The 1min 40sec clip, uploaded to YouTube on Tuesday, shows a man who appears to lower his fishing line into Kallang River near Lorong 8 Toa Payoh.
About five otters could be seen swimming in the river, with several men looking on.
Near the 50sec mark, one of the otters appears to get snagged on the hook. It can be seen squealing and thrashing about before swimming away with the others, with the hook and line in tow.
Speaking to My Paper yesterday, the video's uploader Nick Soo, 34, said that he witnessed the incident on Tuesday evening.
Based on what he observed, the otter was caught on either a hind leg or the tail, he said.
Another video he uploaded on the same day showed the otter limping, but a third video taken yesterday showed that the otter has since managed to break free of the line.
"I would appreciate if action can be taken against this man and more patrols (put in place) to prevent such incidents from happening again," said the engineer.
Echoing his sentiments were several netizens who were outraged by the clip, according to Chinese newspaper Shin Min Daily News yesterday.
Said one commenter, Elaine Tan: "This makes me so angry! Leave them alone!"
Another commenter, Lin LiYun, said that the incident was "extremely cruel".
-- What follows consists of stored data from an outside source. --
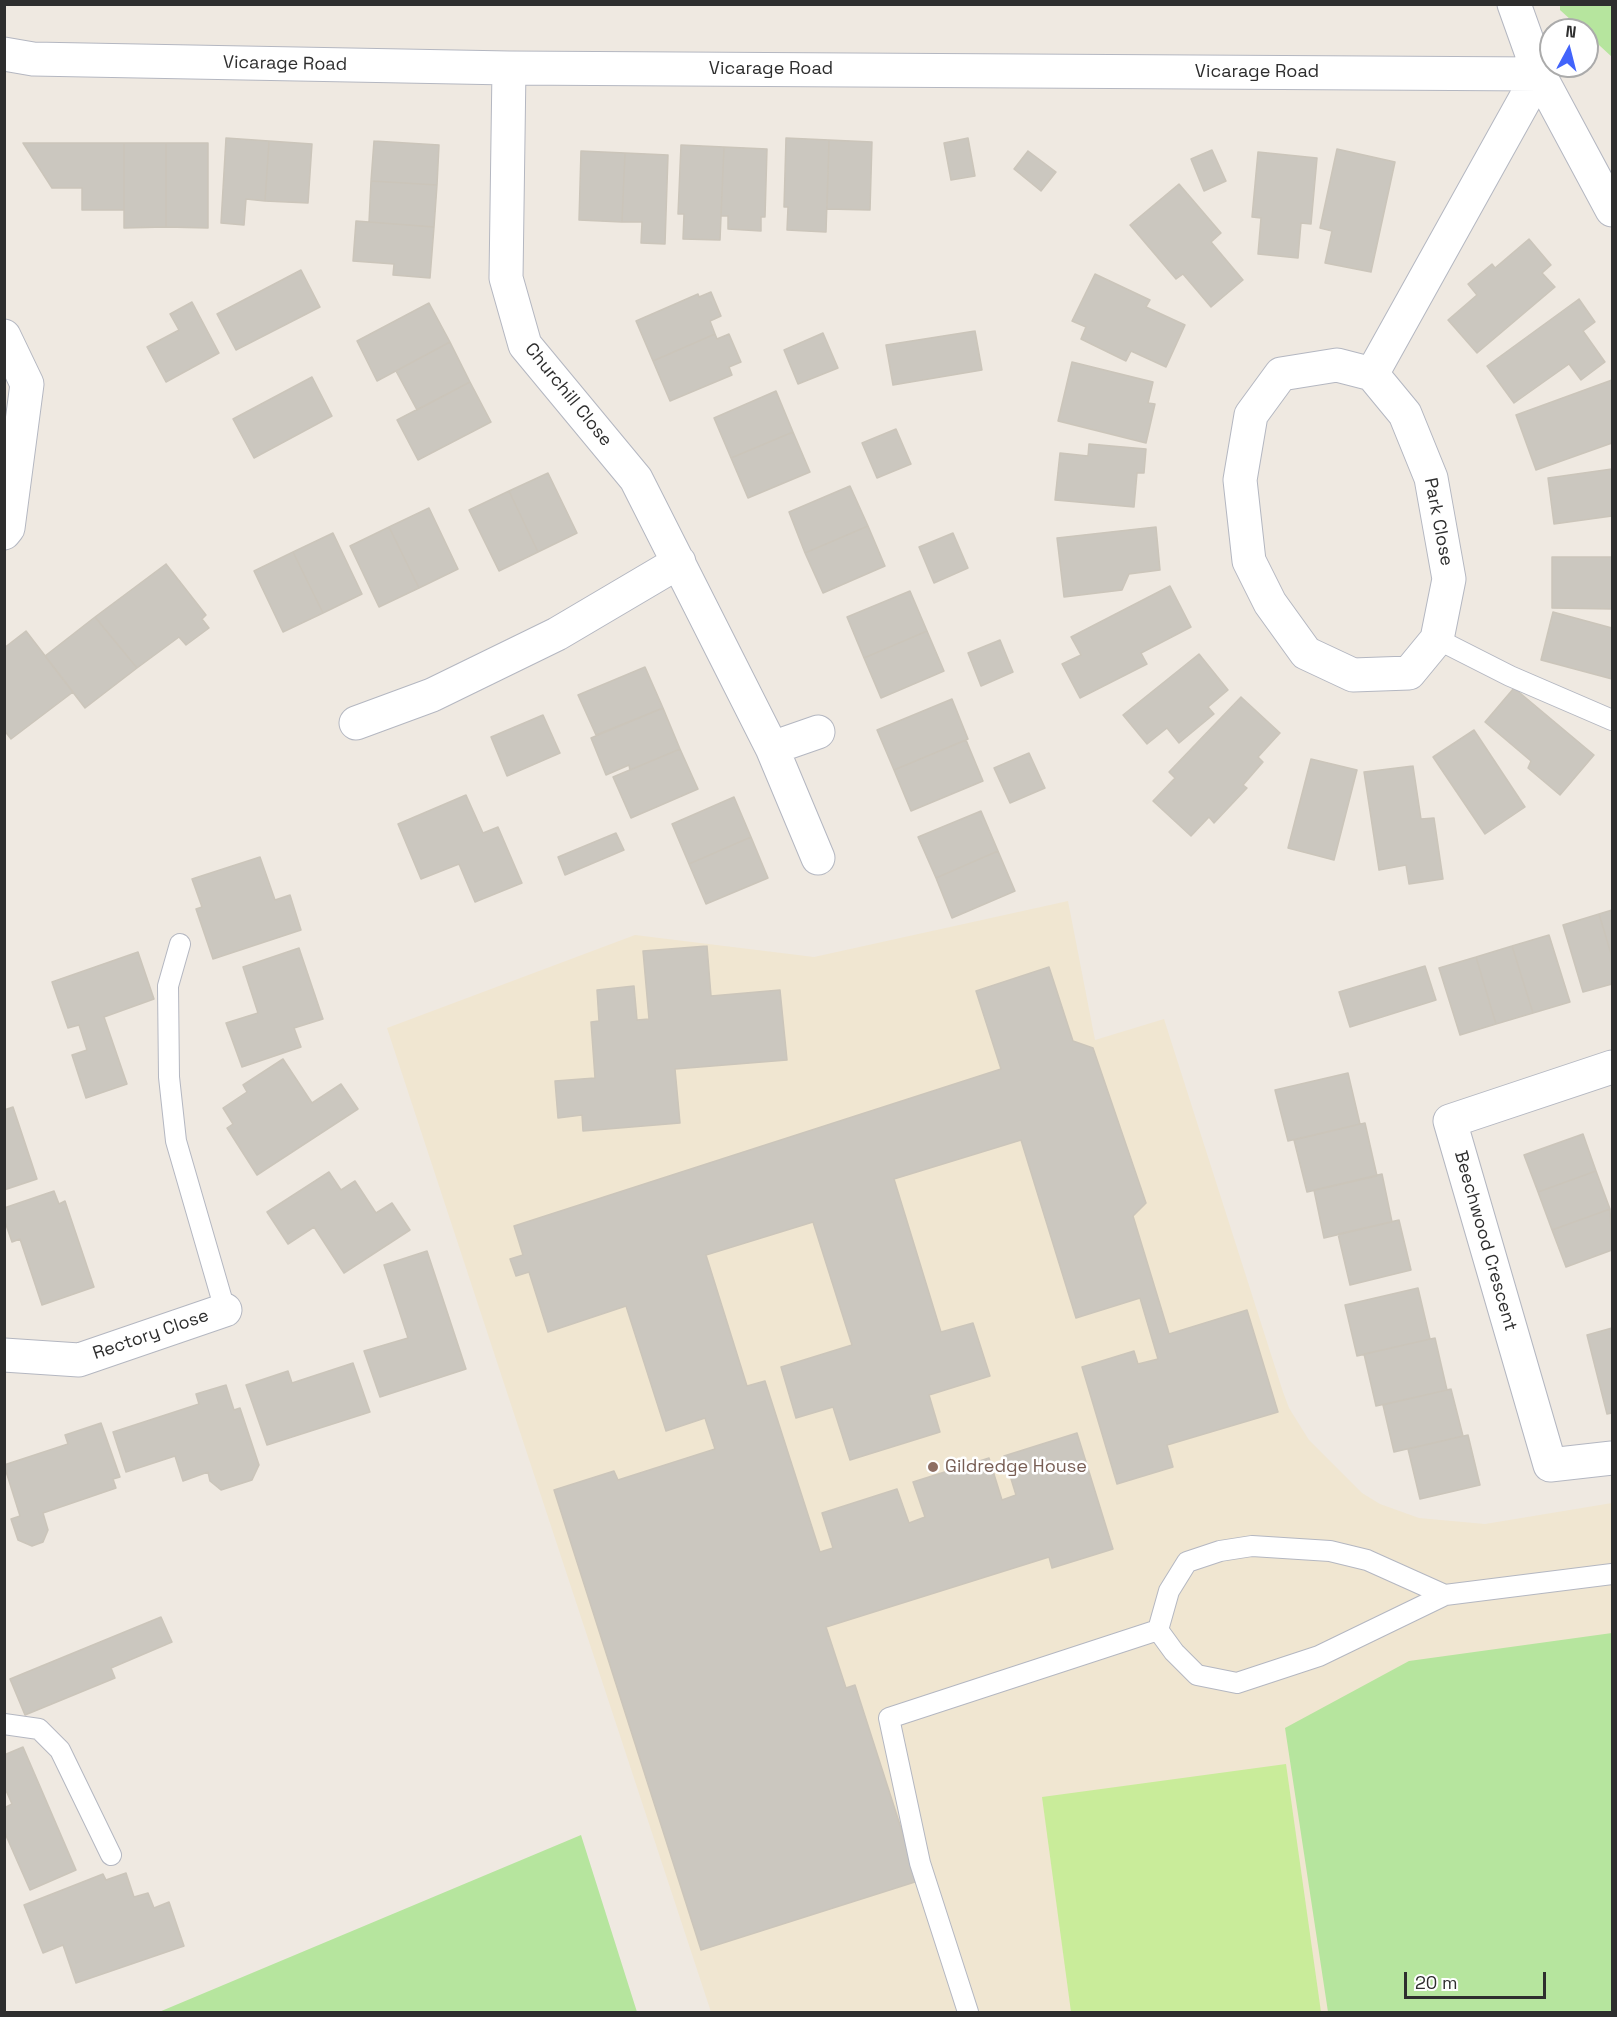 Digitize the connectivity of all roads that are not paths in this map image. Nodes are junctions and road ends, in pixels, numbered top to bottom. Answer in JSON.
{"nodes":[{"id":1,"x":1514,"y":4,"type":"edge"},
{"id":2,"x":4,"y":54,"type":"edge"},
{"id":3,"x":509,"y":68,"type":"junction"},
{"id":4,"x":1539,"y":74,"type":"junction"},
{"id":5,"x":1541,"y":78,"type":"edge"},
{"id":6,"x":1612,"y":210,"type":"edge"},
{"id":7,"x":4,"y":336,"type":"edge"},
{"id":8,"x":1372,"y":374,"type":"junction"},
{"id":9,"x":4,"y":533,"type":"edge"},
{"id":10,"x":678,"y":562,"type":"junction"},
{"id":11,"x":1437,"y":639,"type":"junction"},
{"id":12,"x":1612,"y":720,"type":"edge"},
{"id":13,"x":356,"y":723,"type":"dead end"},
{"id":14,"x":818,"y":732,"type":"dead end"},
{"id":15,"x":772,"y":747,"type":"junction"},
{"id":16,"x":818,"y":858,"type":"dead end"},
{"id":17,"x":180,"y":944,"type":"dead end"},
{"id":18,"x":1612,"y":1067,"type":"edge"},
{"id":19,"x":225,"y":1310,"type":"joint"},
{"id":20,"x":4,"y":1355,"type":"edge"},
{"id":21,"x":1612,"y":1458,"type":"edge"},
{"id":22,"x":1612,"y":1574,"type":"edge"},
{"id":23,"x":1445,"y":1595,"type":"junction"},
{"id":24,"x":1158,"y":1630,"type":"junction"},
{"id":25,"x":4,"y":1724,"type":"edge"},
{"id":26,"x":111,"y":1856,"type":"dead end"},
{"id":27,"x":968,"y":2013,"type":"edge"}],
"edges":[{"from":1,"to":4,"type":"street"},
{"from":2,"to":3,"type":"street","name":"Vicarage Road"},
{"from":3,"to":4,"type":"street","name":"Vicarage Road"},
{"from":3,"to":10,"type":"street","name":"Churchill Close"},
{"from":4,"to":8,"type":"street"},
{"from":5,"to":6,"type":"street"},
{"from":7,"to":9,"type":"street"},
{"from":8,"to":11,"type":"street","name":"Park Close"},
{"from":8,"to":11,"type":"street","name":"Park Close"},
{"from":10,"to":13,"type":"street"},
{"from":10,"to":15,"type":"street","name":"Churchill Close"},
{"from":11,"to":12,"type":"lane"},
{"from":14,"to":15,"type":"street"},
{"from":15,"to":16,"type":"street","name":"Churchill Close"},
{"from":17,"to":19,"type":"lane"},
{"from":18,"to":21,"type":"street","name":"Beechwood Crescent"},
{"from":19,"to":20,"type":"street","name":"Rectory Close"},
{"from":22,"to":23,"type":"lane"},
{"from":23,"to":24,"type":"lane"},
{"from":23,"to":24,"type":"lane"},
{"from":24,"to":27,"type":"lane"},
{"from":25,"to":26,"type":"lane"}]} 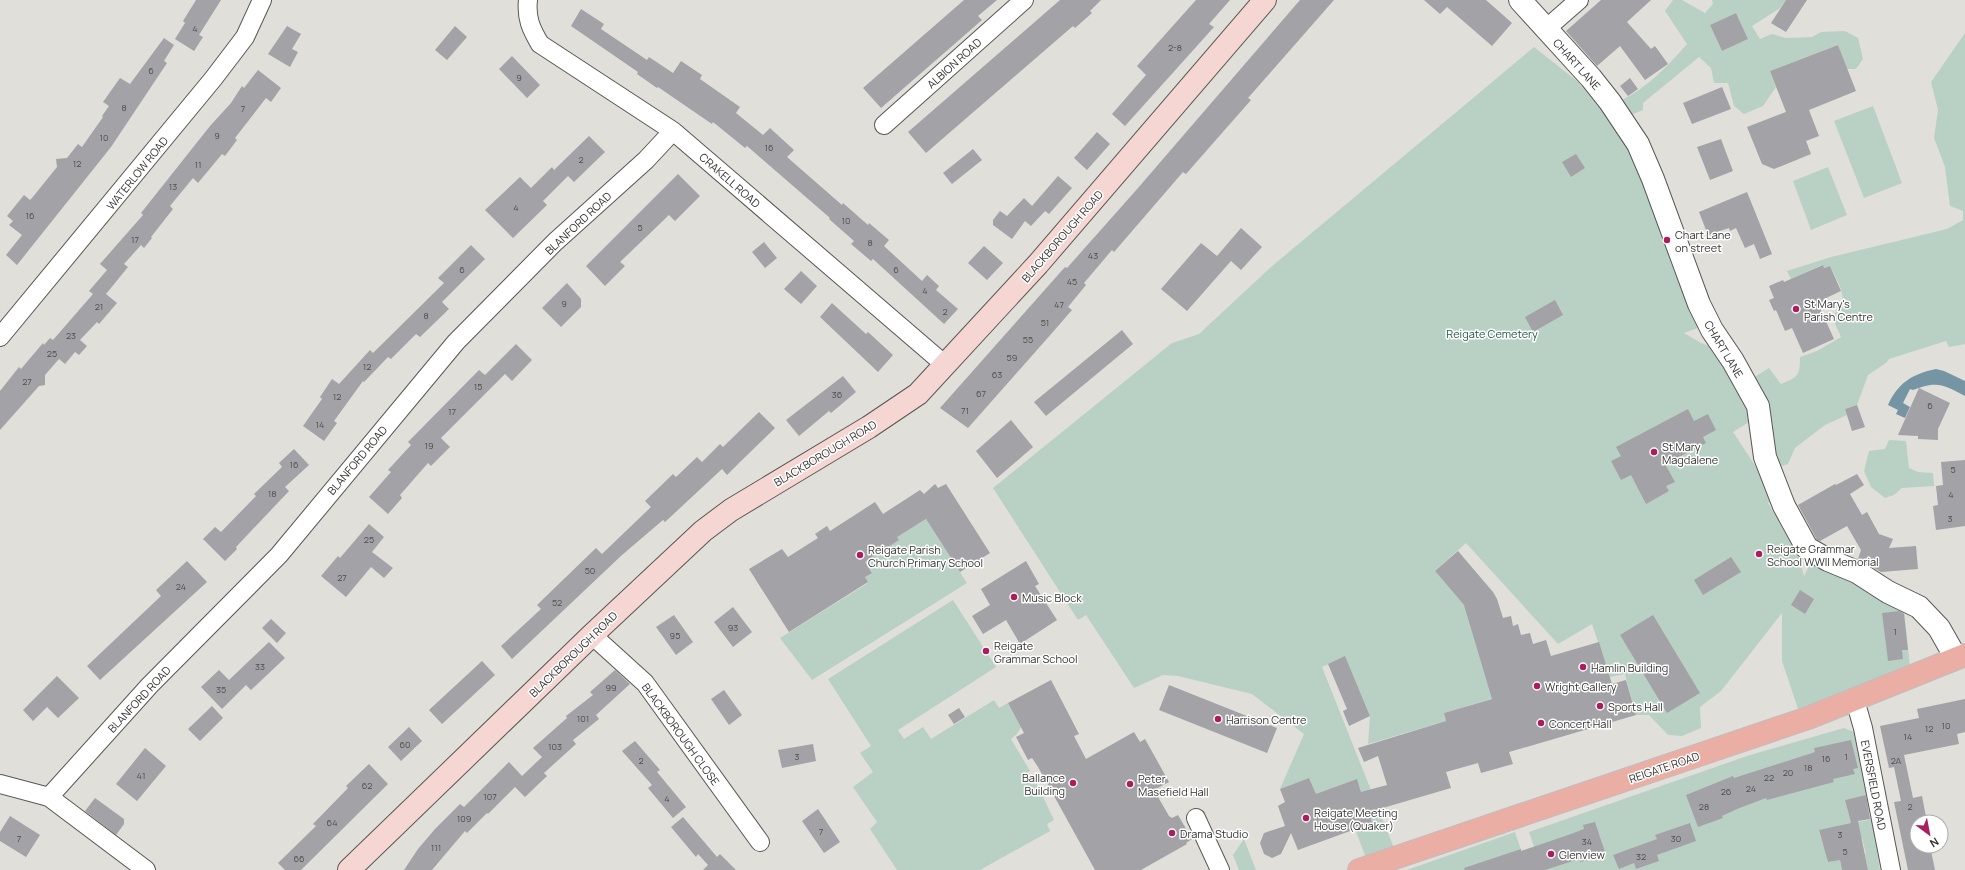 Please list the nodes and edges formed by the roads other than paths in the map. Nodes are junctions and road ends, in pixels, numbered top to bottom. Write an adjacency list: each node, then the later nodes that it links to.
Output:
1 (262, 0): 10 (street, WATERLOW ROAD)
2 (528, 0): 9 (street, CRAKELL ROAD)
3 (1024, 0): 8 (street, ALBION ROAD)
4 (1265, 0): 11 (main road, BLACKBOROUGH ROAD)
5 (1520, 0): 7 (street, CHART LANE)
6 (1579, 0): 7 (street)
7 (1547, 28): 13 (street, CHART LANE)
8 (884, 126)
9 (673, 131): 11 (street, CRAKELL ROAD); 16 (street, BLANFORD ROAD)
10 (0, 338)
11 (944, 364): 12 (main road, BLACKBOROUGH ROAD)
12 (592, 635): 18 (street, BLACKBOROUGH CLOSE); 20 (main road, BLACKBOROUGH ROAD)
13 (1961, 656): 14 (main road, REIGATE ROAD)
14 (1855, 700): 22 (main road, REIGATE ROAD); 23 (street, EVERSFIELD ROAD)
15 (0, 784): 16 (street)
16 (50, 797): 19 (street)
17 (1196, 818): 21 (street)
18 (760, 842)
19 (146, 870)
20 (349, 870)
21 (1220, 870)
22 (1359, 870)
23 (1891, 870) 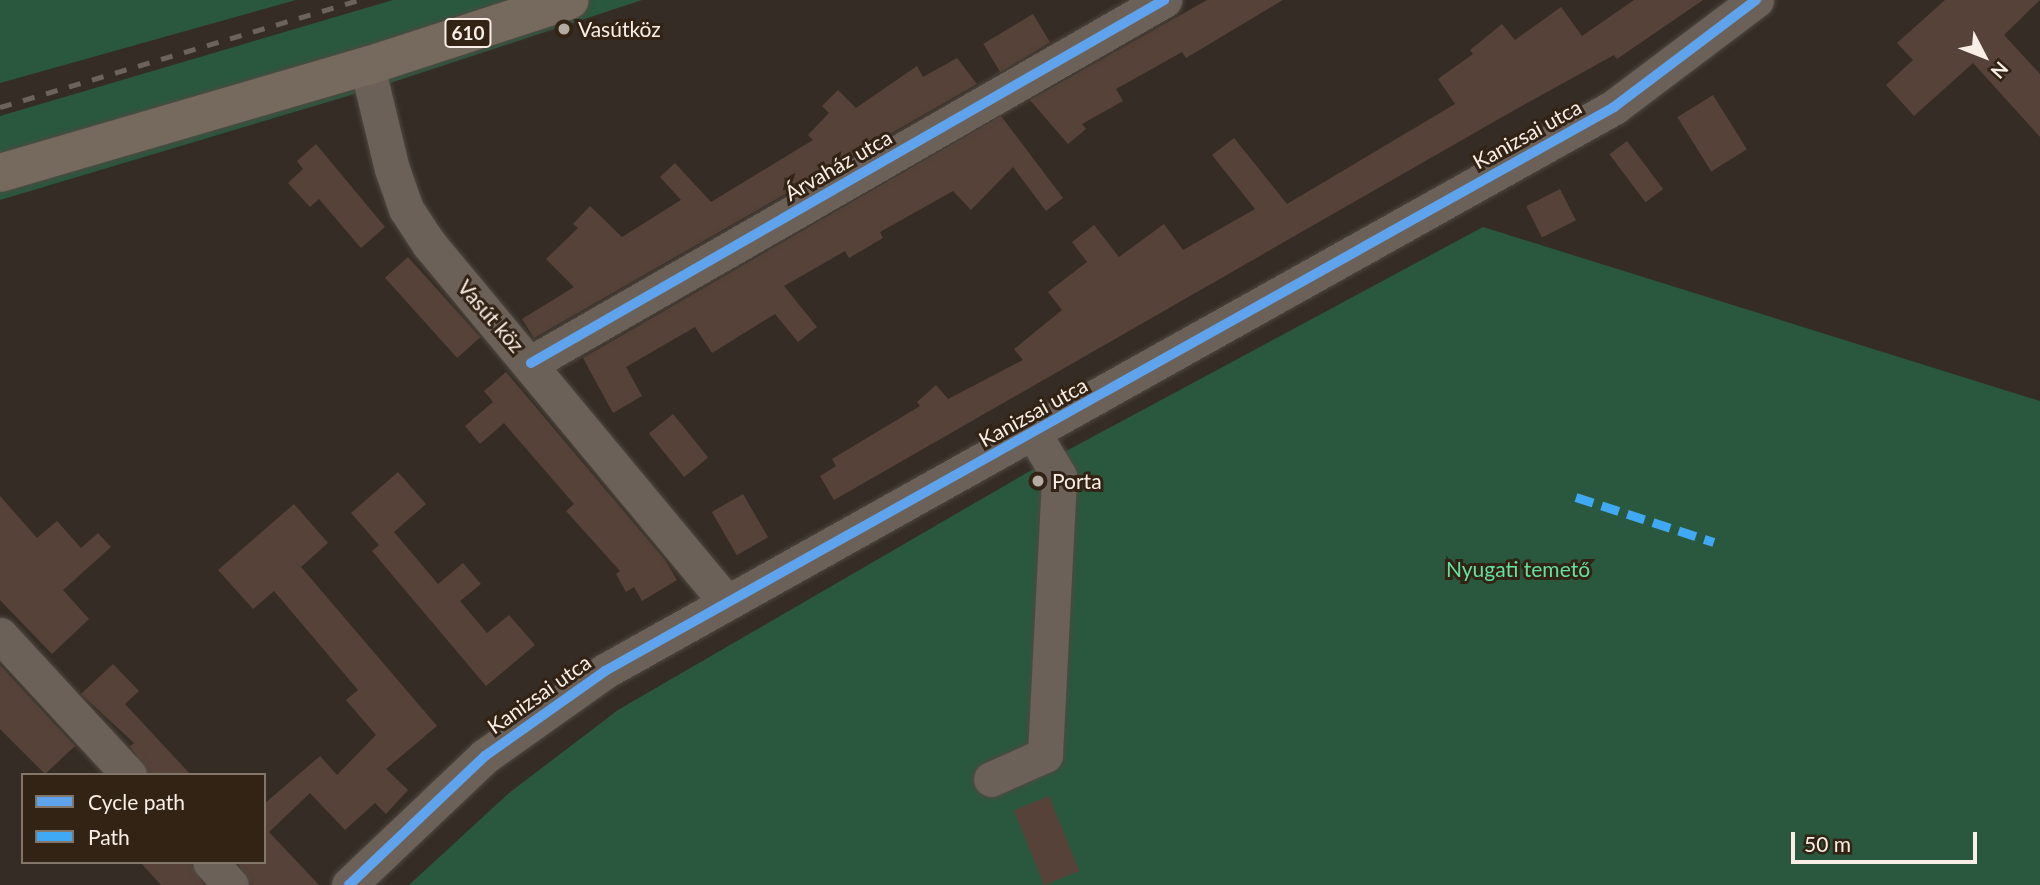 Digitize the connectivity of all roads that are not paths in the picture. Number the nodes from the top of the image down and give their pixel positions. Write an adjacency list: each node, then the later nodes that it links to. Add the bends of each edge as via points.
1 (570, 0): 4 (main road, 610)
2 (1164, 0): 6 (street, Árvaház utca)
3 (1756, 0): 7 (street, Kanizsai utca, via 1614,107)
4 (367, 66): 5 (main road, 610); 6 (street, Vasút köz, via 406,209 429,244)
5 (0, 173)
6 (531, 363): 8 (street, Vasút köz)
7 (1034, 434): 8 (street, Kanizsai utca); 11 (street, via 1059,475 1045,755)
8 (726, 602): 14 (street, Kanizsai utca, via 543,712 485,756)
9 (0, 635): 10 (street)
10 (127, 773)
11 (991, 779)
12 (212, 864): 13 (street)
13 (232, 885)
14 (349, 885)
Anbarasi Boopal, deputy chief executive at animal welfare group Animal Concerns Research and Education Society (Acres), said the group had received calls from at least three people over the incident.
"All wildlife are protected and cannot be captured," she said. "To our knowledge, this is the first time such an incident (involving otters) has occurred and it is quite shocking. But we are very encouraged by the role played by members of the public."
Ms Anbarasi added that Acres would monitor the situation and continue to work with the public on the case.
A spokesman for national water agency PUB said that fishing is not allowed at waterways.
Under the Public Utilities (Reservoirs, Catchment Areas and Waterways) Regulations, those caught fishing at no-fishing areas may be fined up to $3,000.
PUB is investigating the incident and working to identify the angler in the video. firstname.lastname@example.org
If you have information on the incident, contact PUB at 1800-284-6600.
Otters have become a common sight in Singapore's waterways, with a family of them spotted at Marina Bay in August. The creatures have also been seen at Punggol Waterfront and East Coast Park.
Most recently, a family of five - possibly an otter pair usually seen at Bishan-Ang Mo Kio Park, and their offspring - were seen taking a stroll around the St Andrew's Junior College campus in Potong Pasir.